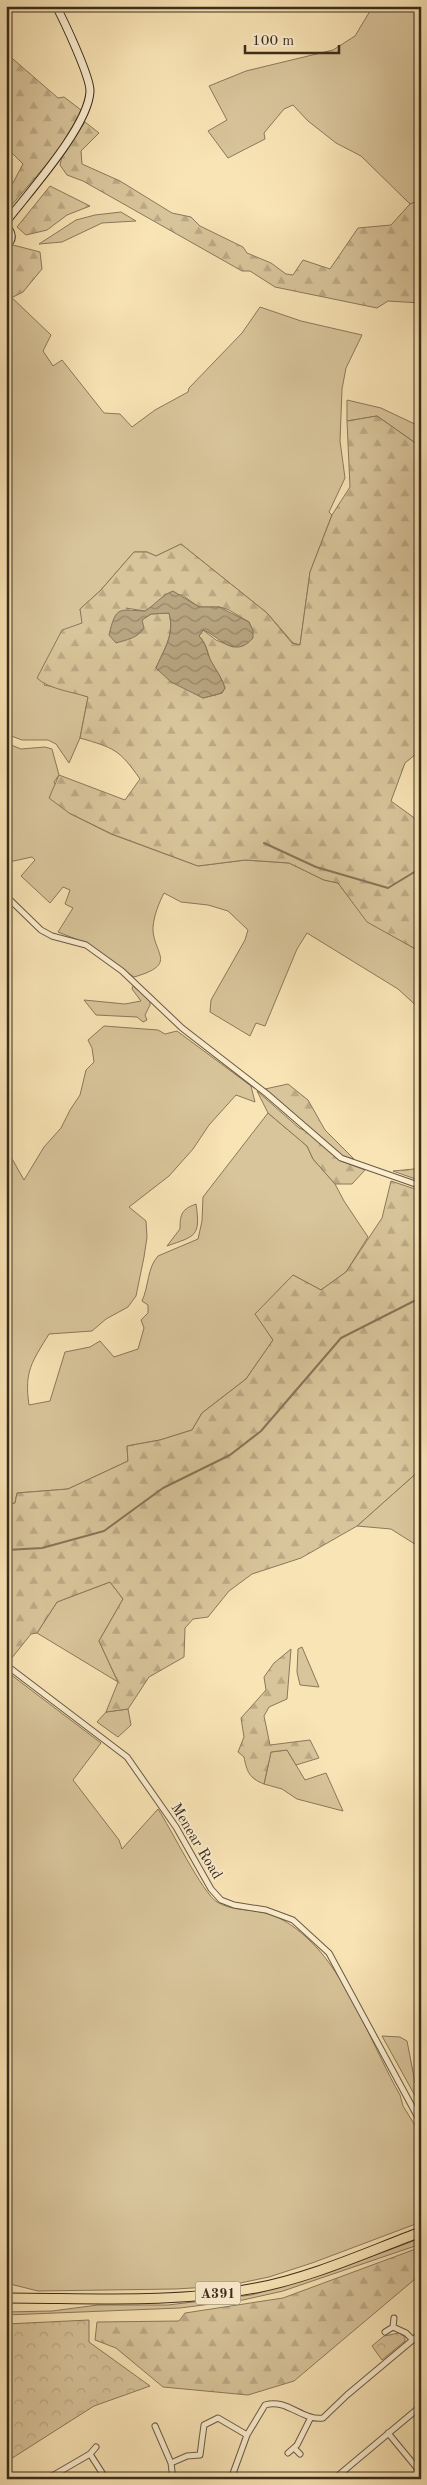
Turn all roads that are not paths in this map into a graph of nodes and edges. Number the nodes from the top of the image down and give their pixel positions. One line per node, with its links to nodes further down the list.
1 (56, 6): 2 (street)
2 (6, 222)
3 (6, 227): 4 (street)
4 (6, 245)
5 (6, 896): 6 (street)
6 (9, 904): 7 (street)
7 (421, 1186)
8 (6, 1665): 9 (street, Menear Road)
9 (421, 2123)
10 (421, 2232): 11 (highway, A391)
11 (6, 2298)
12 (394, 2318): 13 (street)
13 (393, 2327): 14 (street); 16 (street)
14 (385, 2332)
15 (421, 2333): 16 (street)
16 (413, 2340): 18 (street)
17 (421, 2406): 20 (street)
18 (311, 2417): 21 (street); 23 (street)
19 (155, 2426): 27 (street)
20 (388, 2433): 28 (street); 33 (street)
21 (247, 2435): 27 (street); 32 (street)
22 (96, 2447): 25 (street)
23 (294, 2448): 24 (street); 26 (street)
24 (288, 2453)
25 (90, 2454): 29 (street); 30 (street)
26 (300, 2454)
27 (171, 2463): 31 (street)
28 (421, 2472)
29 (47, 2479)
30 (106, 2479)
31 (173, 2479)
32 (232, 2479)
33 (334, 2479)

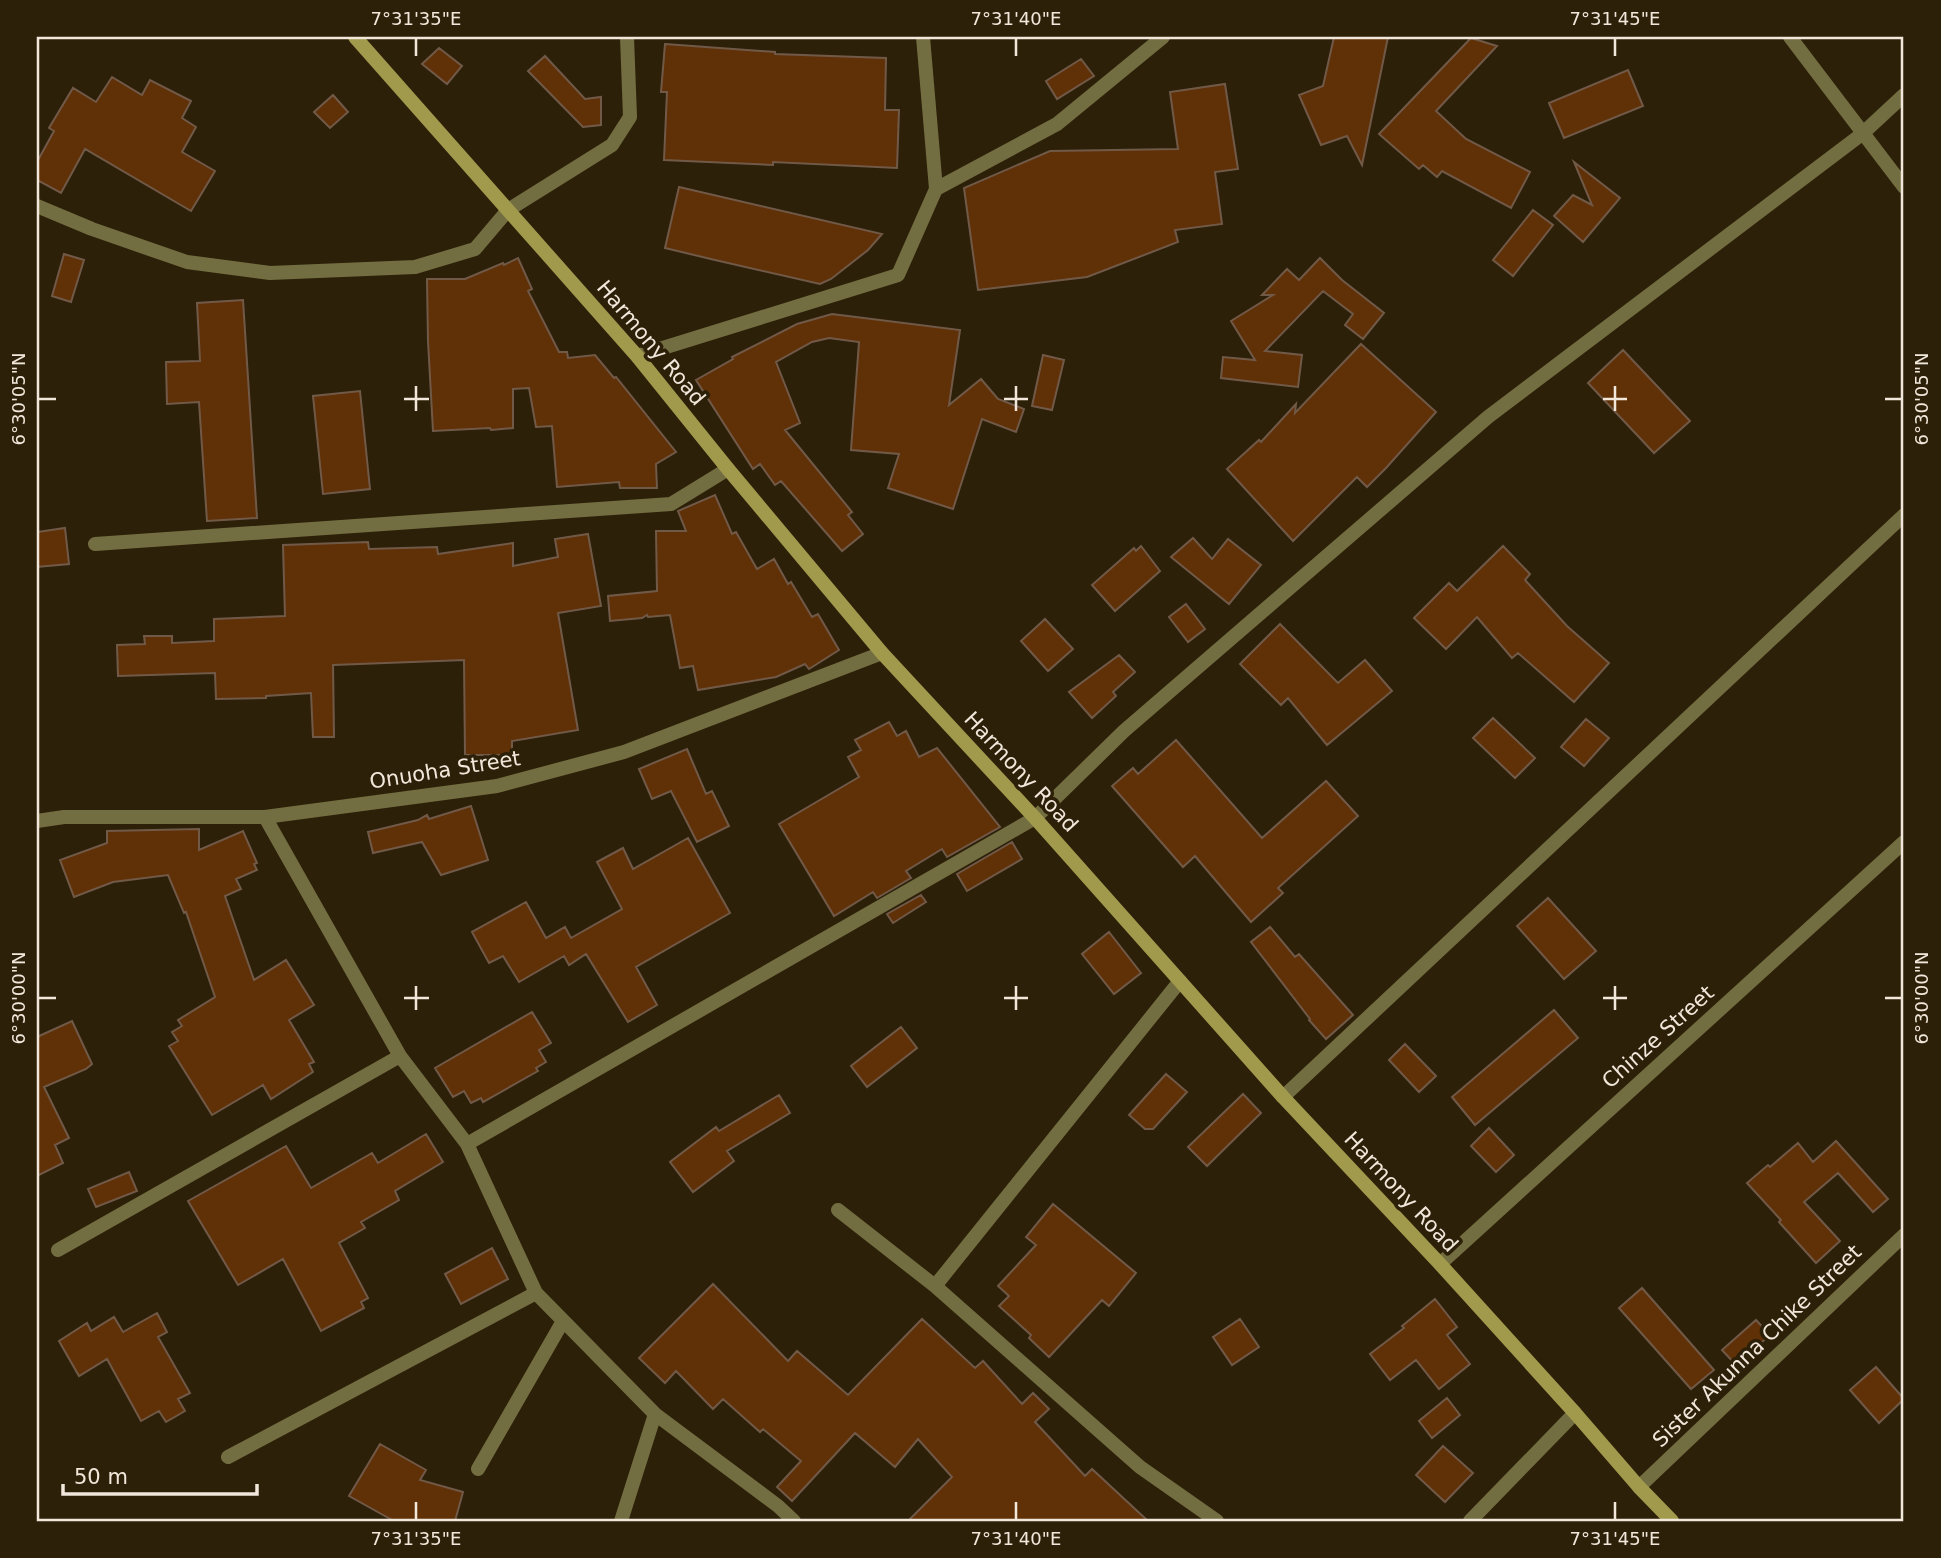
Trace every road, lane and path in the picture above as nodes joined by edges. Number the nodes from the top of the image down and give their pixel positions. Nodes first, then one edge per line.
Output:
1 (627, 37) edge
2 (923, 37) edge
3 (1163, 37) edge
4 (1790, 37) edge
5 (357, 38) edge
6 (1904, 95) edge
7 (1862, 134) junction
8 (1904, 187) edge
9 (936, 189) junction
10 (37, 206) edge
11 (508, 210) junction
12 (637, 356) junction
13 (728, 469) junction
14 (1904, 515) edge
15 (95, 544) dead end
16 (882, 653) junction
17 (265, 817) junction
18 (1035, 818) junction
19 (37, 821) edge
20 (1904, 842) edge
21 (1180, 981) junction
22 (400, 1056) junction
23 (1283, 1097) junction
24 (467, 1144) junction
25 (838, 1210) dead end
26 (1904, 1235) edge
27 (58, 1251) dead end
28 (1440, 1264) junction
29 (935, 1286) junction
30 (536, 1293) junction
31 (563, 1321) junction
32 (1575, 1413) junction
33 (654, 1415) junction
34 (228, 1457) dead end
35 (478, 1469) dead end
36 (1639, 1487) junction
37 (621, 1521) edge
38 (794, 1521) edge
39 (1217, 1521) edge
40 (1470, 1521) edge
41 (1672, 1521) edge

1 - 11 street
2 - 9 street
3 - 9 street
4 - 7 street
5 - 11 main road, Harmony Road
6 - 7 street
7 - 8 street
7 - 18 street
9 - 12 street
10 - 11 street
11 - 12 main road, Harmony Road
12 - 13 main road, Harmony Road
13 - 15 street
13 - 16 main road, Harmony Road
14 - 23 street
16 - 17 street, Onuoha Street
16 - 18 main road, Harmony Road
17 - 19 street, Onuoha Street
17 - 22 street
18 - 21 main road, Harmony Road
18 - 24 street
20 - 28 street, Chinze Street
21 - 23 main road, Harmony Road
21 - 29 street
22 - 24 street
22 - 27 street
23 - 28 main road, Harmony Road
24 - 30 street
25 - 29 street
26 - 36 street, Sister Akunna Chike Street
28 - 32 main road, Harmony Road
29 - 39 street
30 - 31 street
30 - 34 street
31 - 33 street
31 - 35 street
32 - 36 main road, Harmony Road
32 - 40 street
33 - 37 street
33 - 38 street
36 - 41 main road, Harmony Road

═══

▸ YOUR ASSIGNMENT
Determine how many lines in the listing above hold the word "dead", and reply with that number only.

▸ ANSWER SECTION
5